• Task input:
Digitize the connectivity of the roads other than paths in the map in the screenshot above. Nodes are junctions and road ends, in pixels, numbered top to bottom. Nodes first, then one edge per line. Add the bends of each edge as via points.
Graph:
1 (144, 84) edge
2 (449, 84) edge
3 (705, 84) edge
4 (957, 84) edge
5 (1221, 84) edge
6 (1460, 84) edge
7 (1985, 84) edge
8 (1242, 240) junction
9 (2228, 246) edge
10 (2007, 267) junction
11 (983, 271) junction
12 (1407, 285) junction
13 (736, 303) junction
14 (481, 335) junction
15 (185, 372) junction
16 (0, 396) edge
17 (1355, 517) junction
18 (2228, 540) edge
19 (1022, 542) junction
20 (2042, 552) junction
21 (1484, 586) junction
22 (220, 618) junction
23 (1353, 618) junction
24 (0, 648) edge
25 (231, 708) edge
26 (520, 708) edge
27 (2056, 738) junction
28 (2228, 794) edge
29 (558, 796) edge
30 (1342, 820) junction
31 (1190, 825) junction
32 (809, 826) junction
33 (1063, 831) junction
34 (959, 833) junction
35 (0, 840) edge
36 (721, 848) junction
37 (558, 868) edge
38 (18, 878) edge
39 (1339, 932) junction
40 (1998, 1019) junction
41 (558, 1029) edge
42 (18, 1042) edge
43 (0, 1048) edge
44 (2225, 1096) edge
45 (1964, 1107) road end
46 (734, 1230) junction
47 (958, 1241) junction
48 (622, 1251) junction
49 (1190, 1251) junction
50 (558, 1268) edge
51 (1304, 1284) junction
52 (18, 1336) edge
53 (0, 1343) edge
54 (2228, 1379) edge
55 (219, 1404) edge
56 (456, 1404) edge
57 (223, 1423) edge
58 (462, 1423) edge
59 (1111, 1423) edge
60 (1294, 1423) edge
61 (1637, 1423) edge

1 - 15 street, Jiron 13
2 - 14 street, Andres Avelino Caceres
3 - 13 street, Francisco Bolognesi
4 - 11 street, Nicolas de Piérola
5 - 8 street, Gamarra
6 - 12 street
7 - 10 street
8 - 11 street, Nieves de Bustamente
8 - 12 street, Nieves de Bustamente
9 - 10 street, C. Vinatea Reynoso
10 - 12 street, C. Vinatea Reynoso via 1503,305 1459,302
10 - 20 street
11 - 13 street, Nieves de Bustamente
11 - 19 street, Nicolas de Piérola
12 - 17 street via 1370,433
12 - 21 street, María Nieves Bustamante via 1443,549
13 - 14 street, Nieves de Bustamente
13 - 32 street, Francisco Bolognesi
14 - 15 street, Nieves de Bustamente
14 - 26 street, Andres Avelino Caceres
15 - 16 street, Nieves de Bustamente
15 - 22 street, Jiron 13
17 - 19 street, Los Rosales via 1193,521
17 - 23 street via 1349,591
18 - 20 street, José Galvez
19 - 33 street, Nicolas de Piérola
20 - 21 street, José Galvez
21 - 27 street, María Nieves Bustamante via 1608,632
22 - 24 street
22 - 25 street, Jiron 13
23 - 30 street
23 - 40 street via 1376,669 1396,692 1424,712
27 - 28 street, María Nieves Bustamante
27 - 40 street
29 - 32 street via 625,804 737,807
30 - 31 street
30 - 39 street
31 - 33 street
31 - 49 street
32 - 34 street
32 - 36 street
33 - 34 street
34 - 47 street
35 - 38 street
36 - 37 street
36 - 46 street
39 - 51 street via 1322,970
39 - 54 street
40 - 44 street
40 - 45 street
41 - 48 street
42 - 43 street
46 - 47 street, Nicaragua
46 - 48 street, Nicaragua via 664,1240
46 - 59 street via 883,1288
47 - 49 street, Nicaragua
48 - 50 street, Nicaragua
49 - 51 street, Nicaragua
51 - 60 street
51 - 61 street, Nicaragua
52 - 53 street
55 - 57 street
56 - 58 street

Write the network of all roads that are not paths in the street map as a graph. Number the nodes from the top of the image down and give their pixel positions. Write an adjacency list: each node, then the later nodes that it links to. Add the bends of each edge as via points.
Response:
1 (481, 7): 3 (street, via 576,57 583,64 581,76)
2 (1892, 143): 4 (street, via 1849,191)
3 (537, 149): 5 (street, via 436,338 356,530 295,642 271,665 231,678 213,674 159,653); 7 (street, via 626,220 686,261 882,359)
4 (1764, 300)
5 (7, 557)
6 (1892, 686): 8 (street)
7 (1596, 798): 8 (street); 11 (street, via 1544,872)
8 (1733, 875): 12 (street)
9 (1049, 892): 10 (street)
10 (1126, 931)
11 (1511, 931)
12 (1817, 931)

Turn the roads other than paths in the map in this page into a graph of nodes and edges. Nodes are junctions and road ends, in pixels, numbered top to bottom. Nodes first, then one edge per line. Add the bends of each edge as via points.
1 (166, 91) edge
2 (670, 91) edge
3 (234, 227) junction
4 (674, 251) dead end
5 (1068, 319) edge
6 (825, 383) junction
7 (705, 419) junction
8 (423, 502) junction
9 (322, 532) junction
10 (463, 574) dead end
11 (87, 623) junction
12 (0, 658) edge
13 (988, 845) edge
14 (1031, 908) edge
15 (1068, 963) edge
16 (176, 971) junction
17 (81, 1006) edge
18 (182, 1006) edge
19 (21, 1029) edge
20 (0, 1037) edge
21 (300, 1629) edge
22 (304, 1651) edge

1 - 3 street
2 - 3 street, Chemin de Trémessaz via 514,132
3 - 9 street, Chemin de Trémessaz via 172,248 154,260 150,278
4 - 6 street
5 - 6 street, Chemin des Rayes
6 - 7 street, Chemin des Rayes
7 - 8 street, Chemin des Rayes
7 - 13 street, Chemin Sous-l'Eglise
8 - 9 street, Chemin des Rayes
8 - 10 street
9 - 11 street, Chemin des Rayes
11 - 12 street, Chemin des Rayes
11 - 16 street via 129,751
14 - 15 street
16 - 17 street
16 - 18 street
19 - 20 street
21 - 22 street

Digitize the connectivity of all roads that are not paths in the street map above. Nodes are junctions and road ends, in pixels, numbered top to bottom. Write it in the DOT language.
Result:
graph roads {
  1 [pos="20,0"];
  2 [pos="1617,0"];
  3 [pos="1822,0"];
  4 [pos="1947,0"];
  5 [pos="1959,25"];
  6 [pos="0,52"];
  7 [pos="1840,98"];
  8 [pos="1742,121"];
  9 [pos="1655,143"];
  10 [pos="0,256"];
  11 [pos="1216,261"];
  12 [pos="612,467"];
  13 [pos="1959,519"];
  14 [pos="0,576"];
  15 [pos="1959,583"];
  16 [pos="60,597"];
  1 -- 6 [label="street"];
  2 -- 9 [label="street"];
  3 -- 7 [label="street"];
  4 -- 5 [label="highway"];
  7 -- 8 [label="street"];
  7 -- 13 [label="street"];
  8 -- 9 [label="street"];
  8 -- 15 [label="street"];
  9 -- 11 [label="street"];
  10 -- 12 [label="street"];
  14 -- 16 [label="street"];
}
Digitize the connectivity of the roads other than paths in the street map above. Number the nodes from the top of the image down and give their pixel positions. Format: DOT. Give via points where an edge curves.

• Action item: Using the records, find how many lines include the string "above" and report that number alone.

• Answer box: 3